Klenk: Nowak und Schrom müssen ihre "Positionen verlieren"

07. Nov. 2022 · Lesedauer 2 min

"Falter"-Chefredakteur Florian Klenk sagt im "Pro und Contra Spezial", dass die Absprachen zwischen Ex-ÖBAG-Chef Thomas Schmid und "Presse"-Chefredakteur Rainer Nowak "Medienkorruption" seien. Ihm zufolge müssen alle Beteiligten der Chat-Affären ihre "Positionen verlieren", statt sie nur ruhend zu legen.
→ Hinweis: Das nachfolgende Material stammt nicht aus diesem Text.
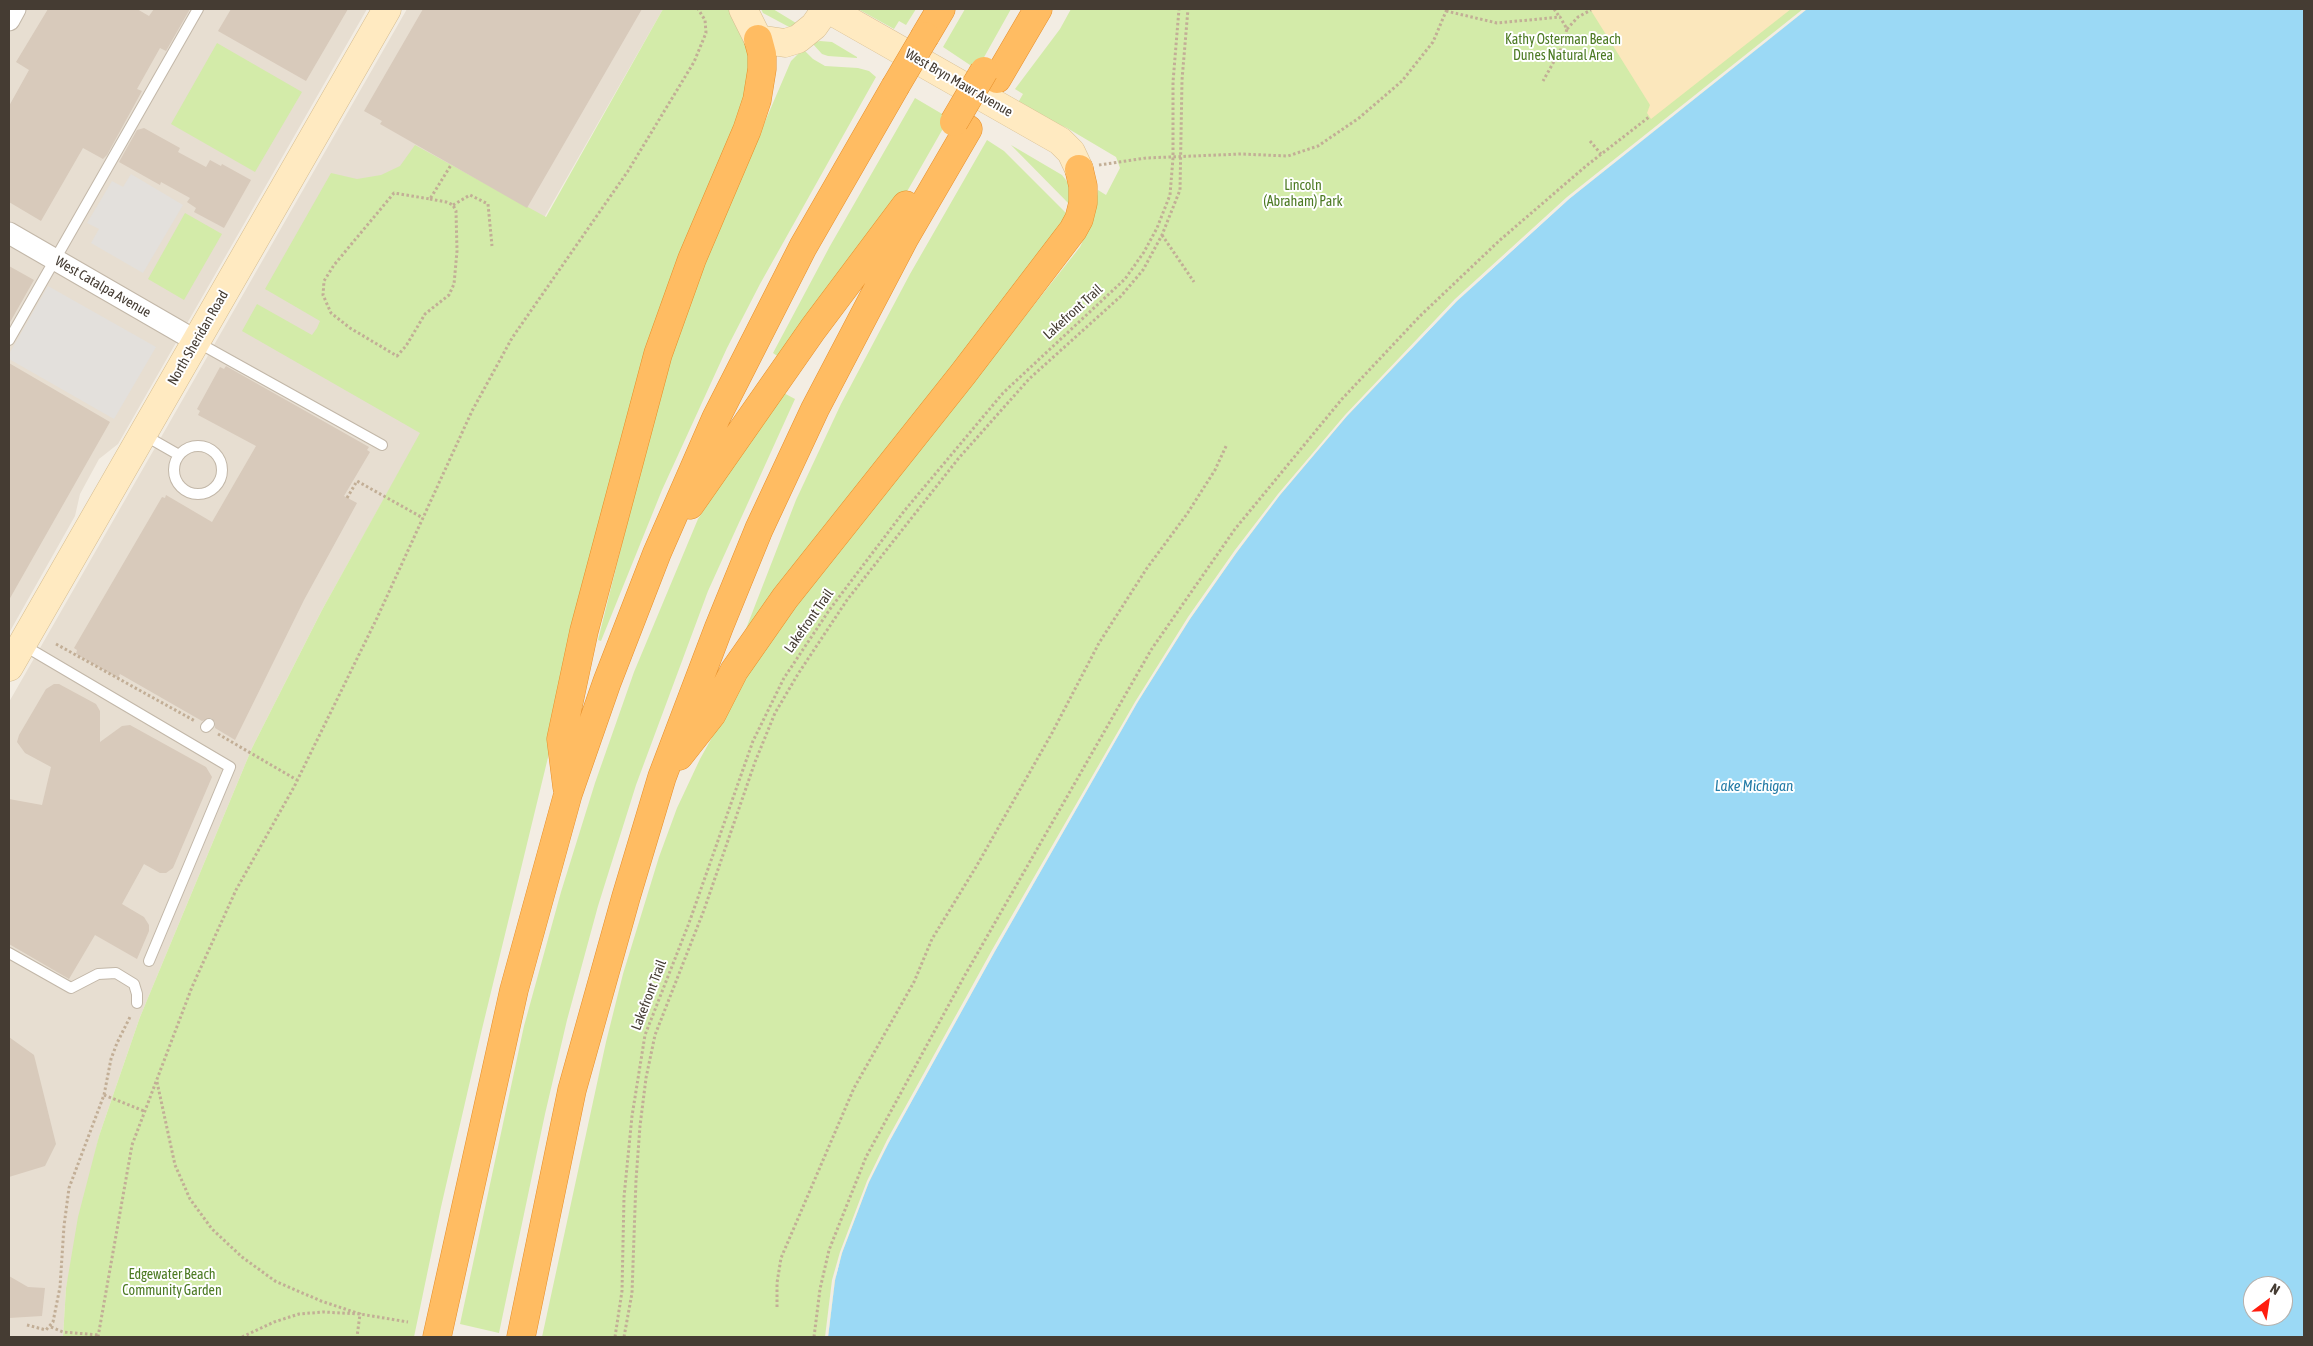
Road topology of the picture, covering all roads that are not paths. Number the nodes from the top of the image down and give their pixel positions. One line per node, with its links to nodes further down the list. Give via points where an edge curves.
1 (15, 9): 9 (street)
2 (198, 9): 15 (lane)
3 (388, 9): 17 (main road, North Sheridan Road)
4 (743, 9): 10 (main road)
5 (827, 9): 10 (main road, via 798,39 785,43); 13 (main road, West Bryn Mawr Avenue, via 1060,141 1071,152)
6 (941, 9): 21 (highway, bridge, via 803,247 695,464)
7 (1021, 9): 11 (highway)
8 (1038, 9): 11 (highway)
9 (9, 20)
10 (758, 39): 24 (highway, via 762,70 757,100 692,259 658,354 584,631 560,739)
11 (991, 75): 12 (highway)
12 (961, 125): 21 (highway, via 895,222 813,329); 23 (highway, via 815,409 759,530)
13 (1079, 170): 23 (highway, via 1083,186 1082,210 1062,246 785,598 734,671 712,714)
14 (9, 233): 15 (street, West Catalpa Avenue)
15 (55, 260): 16 (lane); 17 (street, West Catalpa Avenue)
16 (9, 340)
17 (196, 341): 18 (main road, North Sheridan Road); 19 (lane)
18 (143, 434): 20 (lane); 22 (main road, North Sheridan Road)
19 (382, 444)
20 (179, 455): 20 (lane, via 174,469 184,489 206,492 218,482 221,474 219,459 208,448 192,446)
21 (658, 553): 24 (highway, via 607,682)
22 (15, 656): 26 (lane, via 230,767)
23 (662, 777): 29 (highway, via 572,1090)
24 (568, 794): 28 (highway, via 514,990)
25 (9, 953): 27 (lane, via 71,988 98,974 116,973 134,984)
26 (149, 961)
27 (137, 1003)
28 (437, 1337)
29 (521, 1337)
Laut dem langjährigen Journalisten handle es sich nicht um eine "falsche Tonalität", so wie es "Presse"-Chefredakteur Rainer Nowak bei seiner Entschuldigung beschreibt. Nowak habe seine Position als Chefredakteur ausgenutzt, um über Schmid eine bessere Position zu erhalten. Klenk meint, es sei "wuascht", dass Schmids Kritik es nie in das Blatt gefunden habe. Nowak habe Schmid signalisiert "ich tu' was für dich und du gibst mir dafür ein öffentliches Amt".

"Ordentliche Überprüfung"

Der "Falter"-Chefredakteur sagt, die Konsequenz aus der Chat-Affäre sei, dass Nowak sein Amt nicht mehr ausüben könne. Er fügt hinzu, dass es ihm "persönlich weh tue", da er Rainer Nowak als Kollege schon viele Jahre kenne. Er ist der Ansicht, dass die richtige Reaktion wäre, dass alle Beteiligten der Chat-Skandale ihre "Position verlieren". Damit meint er auch ORF2-Chefredakteur Matthias Schrom, der durch Chats mit Ex-FPÖ-Chef Heinz-Christian Strache in Bedrängnis geraten ist.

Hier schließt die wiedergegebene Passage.